Devido nosso contato habitual na faculdade ela tinha se tornando minha melhor amiga logo quando cheguei lá e tinha problemas com Valéria e vivia num corre corre entre escola e trabalho. Anne se tornou uma espécie de irmãzinha, sempre ajudávamos um ao outro nos estudos, era habitual ela me dar carona quando eu não tinha carro na época e sempre vivia sendo aconselhado por ela para não me meter em encrencas devido meu jeitão um tanto impetuoso de ser. Ela era aquele tipo de garota que vale mais manter a amizade do que estragar tudo tentando algo além disso.  Certa vez ela ficou bêbeda numa festa e tive que salvar ela das garras dos gaviões que rodam garotas desavisadas com más intenções, além disso, toda vez que ela batia o carro por ser uma péssima motorista e muito medrosa no trânsito sempre me ligava para levar o carro dela na oficina ou algo parecido. Depois da faculdade ela foi trabalhar comigo na minha consultoria jurídico-empresarial, e lá conheceu seu futuro marido.  Ambos foram padrinhos do meu noivado com Camila e depois com Elena e por fim por ironia do destino do meu casamento com Bia. Também fui padrinho do casório deles e tudo isso indicava para uma relação de respeito entre nós. No entanto, não era apenas em cima da estagiária que Mané já tinha dado em cima. Ele tinha o péssimo hábito de dar em cima até mesmo das mulheres dos amigos. Já tinha dado em cima de Bia, e agora da outra Bia, tinha dado uma cantada na Ágatha semanas atrás quando esteve em Curitiba, da espanholinha Elena e para finalizar a lista de ataques dele tinha dado em cima de toda e qualquer secretária dele e ainda da esposa do Marcos.  Nenhuma secretária parava muito tempo no departamento dele devido a isso certamente. Não havia uma reclamação formal, mas muitas se demitiam ou pediam para voltar para o setor de origem. Esse assédio moral dele era constante e irremediável pelo visto.

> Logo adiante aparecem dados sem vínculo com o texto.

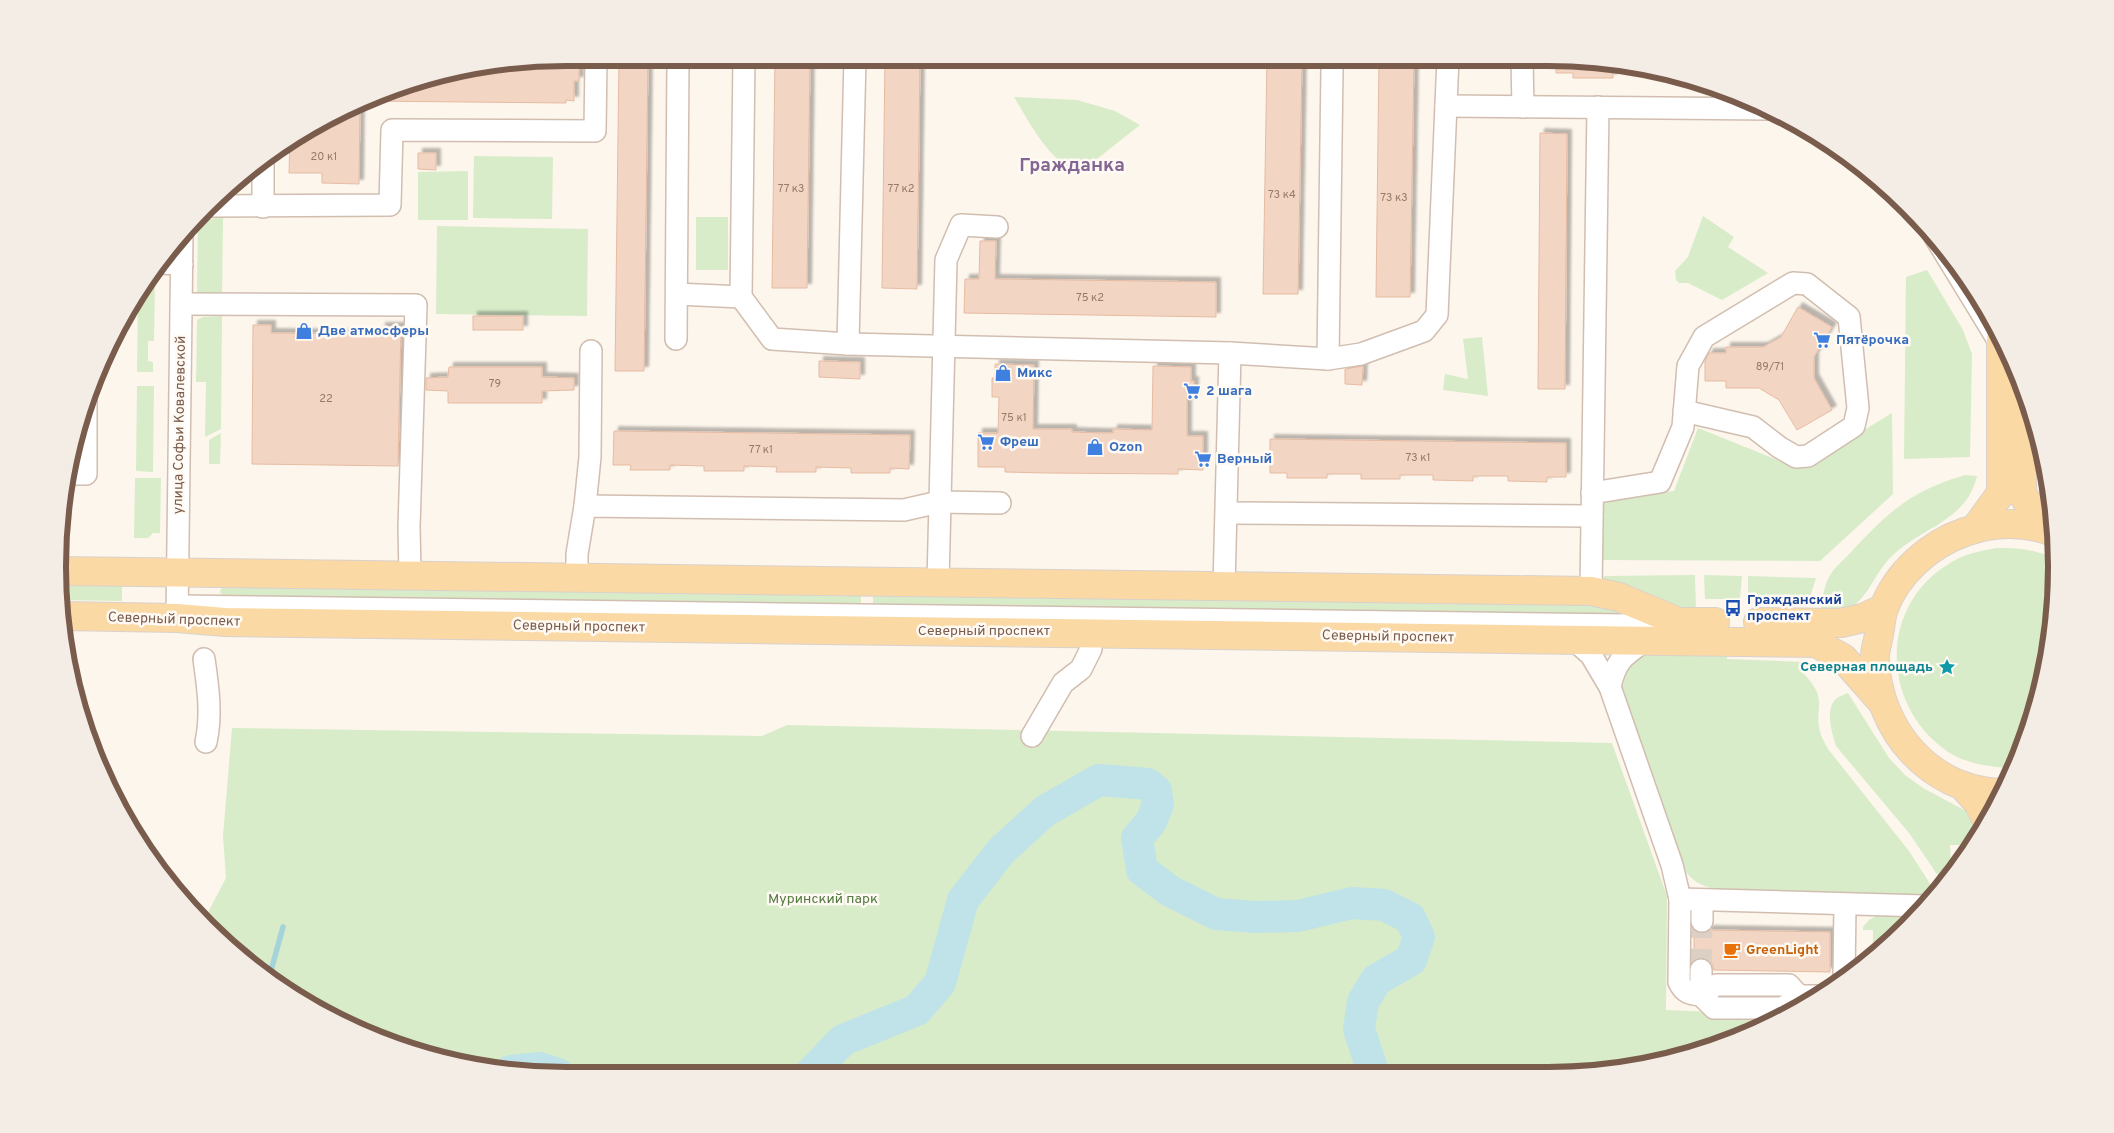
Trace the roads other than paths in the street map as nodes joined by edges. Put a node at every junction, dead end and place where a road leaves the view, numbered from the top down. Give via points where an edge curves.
1 (596, 66) edge
2 (678, 66) edge
3 (744, 66) edge
4 (854, 66) edge
5 (1333, 66) edge
6 (1448, 66) edge
7 (1522, 66) edge
8 (1446, 106) junction
9 (1523, 107) junction
10 (1598, 107) junction
11 (1749, 109) edge
12 (263, 169) edge
13 (220, 206) edge
14 (263, 207) junction
15 (996, 228) dead end
16 (182, 247) edge
17 (169, 263) edge
18 (182, 264) junction
19 (677, 294) junction
20 (741, 297) junction
21 (181, 304) junction
22 (676, 339) dead end
23 (848, 344) junction
24 (943, 346) junction
25 (591, 351) dead end
26 (1230, 353) junction
27 (2001, 356) edge
28 (1328, 360) junction
29 (2022, 409) edge
30 (1684, 411) junction
31 (86, 428) edge
32 (75, 474) edge
33 (1592, 493) junction
34 (939, 502) junction
35 (1000, 503) dead end
36 (585, 506) junction
37 (1227, 513) junction
38 (1592, 516) junction
39 (2046, 527) edge
40 (1975, 529) junction
41 (2046, 530) edge
42 (66, 571) edge
43 (178, 573) junction
44 (410, 576) junction
45 (577, 578) junction
46 (938, 582) junction
47 (1224, 586) junction
48 (1591, 591) junction
49 (1884, 608) junction
50 (177, 612) junction
51 (69, 616) edge
52 (1679, 622) junction
53 (1090, 632) junction
54 (1573, 639) junction
55 (1646, 640) junction
56 (204, 659) dead end
57 (1610, 687) junction
58 (1882, 702) junction
59 (1032, 736) dead end
60 (206, 742) dead end
61 (1963, 786) junction
62 (1993, 793) edge
63 (1983, 813) edge
64 (1680, 900) junction
65 (1845, 905) junction
66 (1915, 906) edge
67 (1844, 969) edge
68 (1702, 970) tunnel mouth
69 (1701, 995) junction
70 (1783, 1008) edge

1 - 14 street via 595,131 392,130 390,205
2 - 19 street
3 - 20 street
4 - 23 street
5 - 28 street
6 - 8 street
7 - 9 street
8 - 9 street
8 - 28 street via 1437,315 1424,331 1361,354
9 - 10 street
10 - 11 street
10 - 33 street
12 - 14 street
13 - 14 street
15 - 24 street via 961,225 946,260
16 - 18 street, улица Софьи Ковалевской
17 - 18 street
18 - 21 street, улица Софьи Ковалевской
19 - 20 street
19 - 22 street
20 - 23 street via 772,338
21 - 43 street, улица Софьи Ковалевской
21 - 44 street via 416,305
23 - 24 street
24 - 26 street
24 - 34 street
25 - 36 street via 590,457
26 - 28 street
26 - 37 street
27 - 40 main road via 2001,493
29 - 39 main road via 2022,493
30 - 30 street via 1753,427 1796,457 1808,456 1854,426 1858,408 1849,317 1807,284 1793,283 1704,337 1688,366
30 - 33 street via 1683,427 1660,482
31 - 32 street via 86,474
33 - 38 street
34 - 35 street
34 - 36 street via 904,510
34 - 46 street
36 - 45 street
37 - 38 street
37 - 47 street
38 - 48 street
40 - 41 main road via 2020,524
40 - 49 main road via 1954,536 1918,560 1903,576
42 - 43 main road, Северный проспект
43 - 44 main road, Северный проспект
43 - 50 street, улица Софьи Ковалевской
44 - 45 main road, Северный проспект
45 - 46 main road, Северный проспект
46 - 47 main road, Северный проспект
47 - 48 main road, Северный проспект
48 - 52 main road, Северный проспект via 1619,597
49 - 52 main road, Северный проспект via 1842,624
49 - 58 main road via 1874,658
50 - 51 main road, Северный проспект
50 - 52 street, Северный проспект via 1626,625
50 - 53 main road, Северный проспект via 234,622
53 - 54 main road, Северный проспект
53 - 59 street via 1091,649 1081,669 1063,683
54 - 55 main road, Северный проспект
54 - 57 street via 1591,655
55 - 57 street via 1623,656 1614,670
55 - 58 main road, Северный проспект via 1816,643 1843,658
56 - 60 street via 210,701 210,728
57 - 64 street via 1672,866
58 - 61 main road via 1894,730 1913,753 1936,772
61 - 62 main road
61 - 63 main road
64 - 65 street via 1702,910
64 - 69 street via 1679,982 1688,994
65 - 66 street
65 - 67 street
68 - 69 street
69 - 70 street via 1714,1008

Por mais que eu seja também um cafajeste de marca maior, e tenha feito de algumas de minhas secretárias amantes eu não tinha problemas de rejeição da parte delas como Mané tinha. Grande parte delas ao invés de se tornarem minhas inimigas se tornavam pícaras sonhadoras com um casamento com o chefe ou, no mais das vezes, fiéis escudeiras de carteirinha da minha pessoa sob qualquer hipótese. Minha mãe taxava isso como espécie de sabedoria que eu tinha com as mulheres. Ela dizia que eu era uma espécie de Picasso mais refinado que tinha tantas mulheres e depois de deixá-las, fosse qual fosse a razão, elas ainda se mantinham fiéis a mim numa espécie gratidão ou paixão mal resolvida. Segundo a teoria dela eu nunca me aproximava duma mulher com más intenções e não agia de forma direta e aberta, sempre agia pelas bordas e ocultando minhas reais intenções até o ponto de serem elas a tomarem uma iniciativa e com isso eu invertia as possibilidades de sentimentos de culpa e perda para a conta delas e saia sempre da relação com a consciência tranqüila.  Ao meu ver a teoria se justifica com a prática realmente, pois jamais fui motivado a deixar ou trair uma mulher a não ser que a coisa estivesse num ponto recheado de impossibilidade de manutenção em curto prazo da relação. Ou algo assim... Exemplo mais claro disso era ter ido parar na cama de Aline depois que Bia tinha surtado de vez quando eu já estava decidido a pedir a separação.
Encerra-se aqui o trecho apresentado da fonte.